On Tue, 30 Aug 2005, Erik Nordmark wrote:

Paul Jakma wrote:

But SAS is inherently tied in with routing. Let it do its magic.

According to which RFC? ;-)

Don't think there are any standards-track for IPv4, not even sure if there are informational ones. There is something for IPv6 isn't there? However, in implementation, that tends to be how things are done in order to be able to get packets to the right place.


The source address selection is influenced by which interface is used (I think RFC 3484 says that), but I know of no text in an RFC that ties the source address selection to the first hop router being used.

Indeed, but it makes sense, and that's generally how source is selected for unspecified packets. Pick the nexthop, then pick an appropriate source according to connected network being output to for that next-hop.


Yes, draft-huitema already points this out.

Excellent ;)

But here is where the out-of-the-box behavior of the hosts doesn't match your expectations. The host will pick a source address that is appropriate for the network interface,

Right.

but apart from that there isn't any correlation between the source address and the 1st hop router it is using.

In practice, there likely is a very strong correlation between the output interface and the address(es) on that interface, the latter of which were used to decide which interface is appropriate for the chosen next-hop. So in practice, there's a very strong correlation between next-hop used and source address selected for addr-any sockets sending packets that will go via that next-hop.

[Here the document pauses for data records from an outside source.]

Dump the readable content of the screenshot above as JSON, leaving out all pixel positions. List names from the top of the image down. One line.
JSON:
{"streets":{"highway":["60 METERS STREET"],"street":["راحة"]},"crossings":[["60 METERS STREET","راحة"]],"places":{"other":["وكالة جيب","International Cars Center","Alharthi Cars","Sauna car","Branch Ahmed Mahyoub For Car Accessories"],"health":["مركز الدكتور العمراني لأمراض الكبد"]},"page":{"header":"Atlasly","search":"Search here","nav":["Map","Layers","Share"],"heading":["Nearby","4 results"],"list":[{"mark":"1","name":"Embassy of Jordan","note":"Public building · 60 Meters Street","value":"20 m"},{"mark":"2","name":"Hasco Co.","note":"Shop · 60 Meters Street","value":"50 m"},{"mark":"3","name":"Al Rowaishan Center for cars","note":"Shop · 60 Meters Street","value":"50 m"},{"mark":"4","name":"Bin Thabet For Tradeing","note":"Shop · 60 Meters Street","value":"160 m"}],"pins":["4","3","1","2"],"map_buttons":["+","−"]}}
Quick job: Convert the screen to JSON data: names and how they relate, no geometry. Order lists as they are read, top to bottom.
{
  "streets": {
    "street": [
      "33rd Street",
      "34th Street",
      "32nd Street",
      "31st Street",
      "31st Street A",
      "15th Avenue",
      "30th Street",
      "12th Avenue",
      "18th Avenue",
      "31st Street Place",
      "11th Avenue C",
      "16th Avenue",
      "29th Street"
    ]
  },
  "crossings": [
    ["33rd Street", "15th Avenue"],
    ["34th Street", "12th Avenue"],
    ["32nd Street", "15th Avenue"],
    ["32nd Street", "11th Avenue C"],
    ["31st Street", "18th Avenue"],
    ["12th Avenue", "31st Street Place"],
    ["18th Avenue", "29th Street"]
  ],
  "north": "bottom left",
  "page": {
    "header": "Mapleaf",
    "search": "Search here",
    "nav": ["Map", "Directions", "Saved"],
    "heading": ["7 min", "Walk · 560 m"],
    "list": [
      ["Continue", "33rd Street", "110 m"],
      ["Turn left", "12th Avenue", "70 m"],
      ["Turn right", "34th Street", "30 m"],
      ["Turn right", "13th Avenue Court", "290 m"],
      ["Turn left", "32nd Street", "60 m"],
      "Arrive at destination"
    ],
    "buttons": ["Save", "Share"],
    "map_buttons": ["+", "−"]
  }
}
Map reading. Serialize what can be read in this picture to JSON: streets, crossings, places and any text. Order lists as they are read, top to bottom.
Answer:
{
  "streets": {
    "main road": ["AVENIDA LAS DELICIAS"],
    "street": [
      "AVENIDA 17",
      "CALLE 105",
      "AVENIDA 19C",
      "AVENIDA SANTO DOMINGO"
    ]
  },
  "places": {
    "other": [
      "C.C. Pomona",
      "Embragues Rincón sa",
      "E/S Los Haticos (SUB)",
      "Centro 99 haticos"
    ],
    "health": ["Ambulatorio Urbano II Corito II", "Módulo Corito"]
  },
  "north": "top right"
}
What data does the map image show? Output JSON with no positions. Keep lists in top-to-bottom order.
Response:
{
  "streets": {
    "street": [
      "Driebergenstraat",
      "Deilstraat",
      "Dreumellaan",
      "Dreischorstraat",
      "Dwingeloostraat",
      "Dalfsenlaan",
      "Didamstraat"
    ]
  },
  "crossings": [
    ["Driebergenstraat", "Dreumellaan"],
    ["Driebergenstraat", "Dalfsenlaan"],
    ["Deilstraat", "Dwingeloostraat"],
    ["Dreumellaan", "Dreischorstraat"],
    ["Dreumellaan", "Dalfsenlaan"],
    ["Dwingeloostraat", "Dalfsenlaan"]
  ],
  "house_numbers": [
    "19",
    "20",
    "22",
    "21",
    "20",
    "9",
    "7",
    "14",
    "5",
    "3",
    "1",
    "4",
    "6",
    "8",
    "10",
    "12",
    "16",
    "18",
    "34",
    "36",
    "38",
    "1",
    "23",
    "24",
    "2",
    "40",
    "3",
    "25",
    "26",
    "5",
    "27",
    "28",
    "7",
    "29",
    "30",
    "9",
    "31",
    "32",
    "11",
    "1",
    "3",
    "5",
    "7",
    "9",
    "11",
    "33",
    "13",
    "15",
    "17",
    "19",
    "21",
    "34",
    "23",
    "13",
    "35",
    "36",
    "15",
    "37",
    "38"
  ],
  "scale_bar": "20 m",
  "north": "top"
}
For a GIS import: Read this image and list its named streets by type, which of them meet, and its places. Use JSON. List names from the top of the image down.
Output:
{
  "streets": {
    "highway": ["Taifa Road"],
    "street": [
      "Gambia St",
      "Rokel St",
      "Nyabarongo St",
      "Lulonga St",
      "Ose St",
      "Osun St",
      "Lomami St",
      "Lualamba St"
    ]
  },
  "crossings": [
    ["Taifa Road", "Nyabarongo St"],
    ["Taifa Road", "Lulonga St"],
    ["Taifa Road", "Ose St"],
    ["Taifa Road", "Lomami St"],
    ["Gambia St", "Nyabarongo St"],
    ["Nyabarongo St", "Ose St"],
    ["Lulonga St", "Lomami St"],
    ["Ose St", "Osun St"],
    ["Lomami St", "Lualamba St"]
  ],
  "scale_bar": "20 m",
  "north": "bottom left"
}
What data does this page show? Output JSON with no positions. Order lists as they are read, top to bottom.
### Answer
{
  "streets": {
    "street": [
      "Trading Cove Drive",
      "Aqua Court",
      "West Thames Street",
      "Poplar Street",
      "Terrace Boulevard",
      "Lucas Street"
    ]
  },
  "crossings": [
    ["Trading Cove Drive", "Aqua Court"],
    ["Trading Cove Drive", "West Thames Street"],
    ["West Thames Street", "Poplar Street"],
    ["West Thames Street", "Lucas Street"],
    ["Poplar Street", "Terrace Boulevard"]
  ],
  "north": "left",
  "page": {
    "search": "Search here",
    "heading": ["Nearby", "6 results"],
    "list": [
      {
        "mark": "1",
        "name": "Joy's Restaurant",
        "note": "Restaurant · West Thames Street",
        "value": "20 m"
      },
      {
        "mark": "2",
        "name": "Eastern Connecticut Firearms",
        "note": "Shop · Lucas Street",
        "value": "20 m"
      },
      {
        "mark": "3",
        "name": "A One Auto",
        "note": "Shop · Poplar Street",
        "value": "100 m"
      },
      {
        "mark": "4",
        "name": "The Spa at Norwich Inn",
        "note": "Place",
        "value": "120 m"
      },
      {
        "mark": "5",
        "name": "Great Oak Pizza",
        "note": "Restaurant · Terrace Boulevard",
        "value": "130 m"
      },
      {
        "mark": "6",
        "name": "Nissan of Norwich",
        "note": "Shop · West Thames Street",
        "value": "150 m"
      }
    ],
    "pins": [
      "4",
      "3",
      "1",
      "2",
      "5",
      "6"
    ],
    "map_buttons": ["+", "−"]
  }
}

You *can* setup really strange scenarios where you use a next-hop for a route (eg your default) for which none of your interfaces have addresses which they share with that nexthop. But then you must specify the output interface manually anyway, and hence you can easily specify the appropriate source too at that stage.

But we also need to capture the slightly larger case where there might be a handful of routers in the site, thus the host might not be directly attached to the border routers.

Right, but there still must be a router attached to same network as one of its interfaces.


draft-huitema suggests different approaches for doing this, and the simplest one for multiple border routers is to have the border routers setup tunnels between themselves so that they can pass packets to an exit that is appropriate for the source address. In the case of the border routers being on the same link, they can discover each other automatically, but manual configuration might be needed when such discovery isn't possible.

Tunnels between routers in the /same/ IGP AS does not seem ideal. Just distribute the required source-routing information to those routers which need to be aware of it, eg using Opaque-LSAs. Have each border router originate a "I am a packet-sink for address-range X" LSA. Would require OSPF though - which isn't ideal.


A simple standalone flooding protocol, to distribute knowledge of available prefixes to interior and work alongside RAs, might be an idea.

This could be combined with some automatic protocol by which the border routers can inform the interior routers of which prefixes have failed, and the interior routers can advertise that in their RAs. (Something like an extension to RFC 2894 "router renumbering protocol" could be made to work.) However, such a protocol requires some security configuration, otherwise anybody on the Internet could use this to reconfigure the RAs your interior routers send.

One would hope this would this be a link-local protocol at least.. preferably with an HMAC or IPSec AH.


Thus I don't think we can assume that some such, not yet invented mechanism for propagating information from border routers to interior routers, exist.

This leads me to conclude that we can't assume that source address selection can solve the ingress filtering interaction.

I disagree with this. Just because the required router protocol infrastructure does not exist is not a good reason to try bypass developing such infrastructure.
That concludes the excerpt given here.